-- Information shown follows --

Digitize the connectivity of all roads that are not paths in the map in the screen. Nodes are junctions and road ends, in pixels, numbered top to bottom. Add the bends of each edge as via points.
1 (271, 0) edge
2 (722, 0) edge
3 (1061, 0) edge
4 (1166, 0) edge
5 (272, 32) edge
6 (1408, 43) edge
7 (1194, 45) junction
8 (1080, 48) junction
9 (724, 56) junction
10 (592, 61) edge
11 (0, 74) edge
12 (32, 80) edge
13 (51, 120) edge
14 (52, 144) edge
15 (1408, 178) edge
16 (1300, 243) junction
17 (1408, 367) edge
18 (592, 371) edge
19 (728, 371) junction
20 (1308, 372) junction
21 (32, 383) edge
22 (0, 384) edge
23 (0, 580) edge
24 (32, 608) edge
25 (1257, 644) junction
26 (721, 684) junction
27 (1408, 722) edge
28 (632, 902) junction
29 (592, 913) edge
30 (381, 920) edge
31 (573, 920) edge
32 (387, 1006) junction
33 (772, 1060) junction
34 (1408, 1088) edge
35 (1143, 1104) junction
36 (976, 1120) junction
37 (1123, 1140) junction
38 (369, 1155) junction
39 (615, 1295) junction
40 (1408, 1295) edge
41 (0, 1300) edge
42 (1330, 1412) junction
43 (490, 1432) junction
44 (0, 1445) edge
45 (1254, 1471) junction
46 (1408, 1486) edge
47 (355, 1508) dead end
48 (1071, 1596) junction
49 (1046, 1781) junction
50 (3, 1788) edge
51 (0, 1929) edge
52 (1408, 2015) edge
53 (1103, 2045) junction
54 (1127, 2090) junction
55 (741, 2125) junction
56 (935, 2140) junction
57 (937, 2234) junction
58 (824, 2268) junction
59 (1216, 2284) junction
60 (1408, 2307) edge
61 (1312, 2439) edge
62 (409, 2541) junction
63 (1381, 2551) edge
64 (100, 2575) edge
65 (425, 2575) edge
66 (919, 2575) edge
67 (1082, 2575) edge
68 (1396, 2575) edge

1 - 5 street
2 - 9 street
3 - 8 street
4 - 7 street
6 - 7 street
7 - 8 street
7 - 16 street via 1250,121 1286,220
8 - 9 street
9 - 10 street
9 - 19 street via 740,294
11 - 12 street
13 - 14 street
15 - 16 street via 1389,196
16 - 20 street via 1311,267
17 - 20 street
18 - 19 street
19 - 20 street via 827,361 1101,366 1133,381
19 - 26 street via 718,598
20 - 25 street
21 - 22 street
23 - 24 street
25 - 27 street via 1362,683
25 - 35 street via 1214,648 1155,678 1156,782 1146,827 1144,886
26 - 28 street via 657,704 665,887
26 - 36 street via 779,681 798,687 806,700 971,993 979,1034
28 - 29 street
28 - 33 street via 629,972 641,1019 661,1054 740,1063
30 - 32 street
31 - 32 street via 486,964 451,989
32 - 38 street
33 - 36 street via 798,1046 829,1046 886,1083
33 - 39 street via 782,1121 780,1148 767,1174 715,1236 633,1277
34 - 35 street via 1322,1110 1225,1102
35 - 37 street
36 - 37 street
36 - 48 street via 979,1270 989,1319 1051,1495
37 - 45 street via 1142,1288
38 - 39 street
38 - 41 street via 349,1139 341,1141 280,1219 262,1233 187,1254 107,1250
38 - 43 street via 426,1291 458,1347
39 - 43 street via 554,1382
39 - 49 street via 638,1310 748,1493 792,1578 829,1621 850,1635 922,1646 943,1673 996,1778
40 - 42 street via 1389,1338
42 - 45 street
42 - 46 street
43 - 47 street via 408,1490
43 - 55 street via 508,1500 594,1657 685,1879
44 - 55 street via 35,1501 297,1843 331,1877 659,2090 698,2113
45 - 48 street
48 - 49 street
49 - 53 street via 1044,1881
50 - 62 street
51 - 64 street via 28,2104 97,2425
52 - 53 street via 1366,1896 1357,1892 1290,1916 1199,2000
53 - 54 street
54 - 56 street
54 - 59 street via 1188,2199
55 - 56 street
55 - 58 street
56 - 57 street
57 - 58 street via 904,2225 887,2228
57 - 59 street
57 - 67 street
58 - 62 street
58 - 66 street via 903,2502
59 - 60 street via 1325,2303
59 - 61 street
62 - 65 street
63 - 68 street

-- Information shown concluded --

## Exercise instructions
Output the entries verbatim.

## Task answer
Digitize the connectivity of all roads that are not paths in the map in the screen. Nodes are junctions and road ends, in pixels, numbered top to bottom. Add the bends of each edge as via points.
1 (271, 0) edge
2 (722, 0) edge
3 (1061, 0) edge
4 (1166, 0) edge
5 (272, 32) edge
6 (1408, 43) edge
7 (1194, 45) junction
8 (1080, 48) junction
9 (724, 56) junction
10 (592, 61) edge
11 (0, 74) edge
12 (32, 80) edge
13 (51, 120) edge
14 (52, 144) edge
15 (1408, 178) edge
16 (1300, 243) junction
17 (1408, 367) edge
18 (592, 371) edge
19 (728, 371) junction
20 (1308, 372) junction
21 (32, 383) edge
22 (0, 384) edge
23 (0, 580) edge
24 (32, 608) edge
25 (1257, 644) junction
26 (721, 684) junction
27 (1408, 722) edge
28 (632, 902) junction
29 (592, 913) edge
30 (381, 920) edge
31 (573, 920) edge
32 (387, 1006) junction
33 (772, 1060) junction
34 (1408, 1088) edge
35 (1143, 1104) junction
36 (976, 1120) junction
37 (1123, 1140) junction
38 (369, 1155) junction
39 (615, 1295) junction
40 (1408, 1295) edge
41 (0, 1300) edge
42 (1330, 1412) junction
43 (490, 1432) junction
44 (0, 1445) edge
45 (1254, 1471) junction
46 (1408, 1486) edge
47 (355, 1508) dead end
48 (1071, 1596) junction
49 (1046, 1781) junction
50 (3, 1788) edge
51 (0, 1929) edge
52 (1408, 2015) edge
53 (1103, 2045) junction
54 (1127, 2090) junction
55 (741, 2125) junction
56 (935, 2140) junction
57 (937, 2234) junction
58 (824, 2268) junction
59 (1216, 2284) junction
60 (1408, 2307) edge
61 (1312, 2439) edge
62 (409, 2541) junction
63 (1381, 2551) edge
64 (100, 2575) edge
65 (425, 2575) edge
66 (919, 2575) edge
67 (1082, 2575) edge
68 (1396, 2575) edge

1 - 5 street
2 - 9 street
3 - 8 street
4 - 7 street
6 - 7 street
7 - 8 street
7 - 16 street via 1250,121 1286,220
8 - 9 street
9 - 10 street
9 - 19 street via 740,294
11 - 12 street
13 - 14 street
15 - 16 street via 1389,196
16 - 20 street via 1311,267
17 - 20 street
18 - 19 street
19 - 20 street via 827,361 1101,366 1133,381
19 - 26 street via 718,598
20 - 25 street
21 - 22 street
23 - 24 street
25 - 27 street via 1362,683
25 - 35 street via 1214,648 1155,678 1156,782 1146,827 1144,886
26 - 28 street via 657,704 665,887
26 - 36 street via 779,681 798,687 806,700 971,993 979,1034
28 - 29 street
28 - 33 street via 629,972 641,1019 661,1054 740,1063
30 - 32 street
31 - 32 street via 486,964 451,989
32 - 38 street
33 - 36 street via 798,1046 829,1046 886,1083
33 - 39 street via 782,1121 780,1148 767,1174 715,1236 633,1277
34 - 35 street via 1322,1110 1225,1102
35 - 37 street
36 - 37 street
36 - 48 street via 979,1270 989,1319 1051,1495
37 - 45 street via 1142,1288
38 - 39 street
38 - 41 street via 349,1139 341,1141 280,1219 262,1233 187,1254 107,1250
38 - 43 street via 426,1291 458,1347
39 - 43 street via 554,1382
39 - 49 street via 638,1310 748,1493 792,1578 829,1621 850,1635 922,1646 943,1673 996,1778
40 - 42 street via 1389,1338
42 - 45 street
42 - 46 street
43 - 47 street via 408,1490
43 - 55 street via 508,1500 594,1657 685,1879
44 - 55 street via 35,1501 297,1843 331,1877 659,2090 698,2113
45 - 48 street
48 - 49 street
49 - 53 street via 1044,1881
50 - 62 street
51 - 64 street via 28,2104 97,2425
52 - 53 street via 1366,1896 1357,1892 1290,1916 1199,2000
53 - 54 street
54 - 56 street
54 - 59 street via 1188,2199
55 - 56 street
55 - 58 street
56 - 57 street
57 - 58 street via 904,2225 887,2228
57 - 59 street
57 - 67 street
58 - 62 street
58 - 66 street via 903,2502
59 - 60 street via 1325,2303
59 - 61 street
62 - 65 street
63 - 68 street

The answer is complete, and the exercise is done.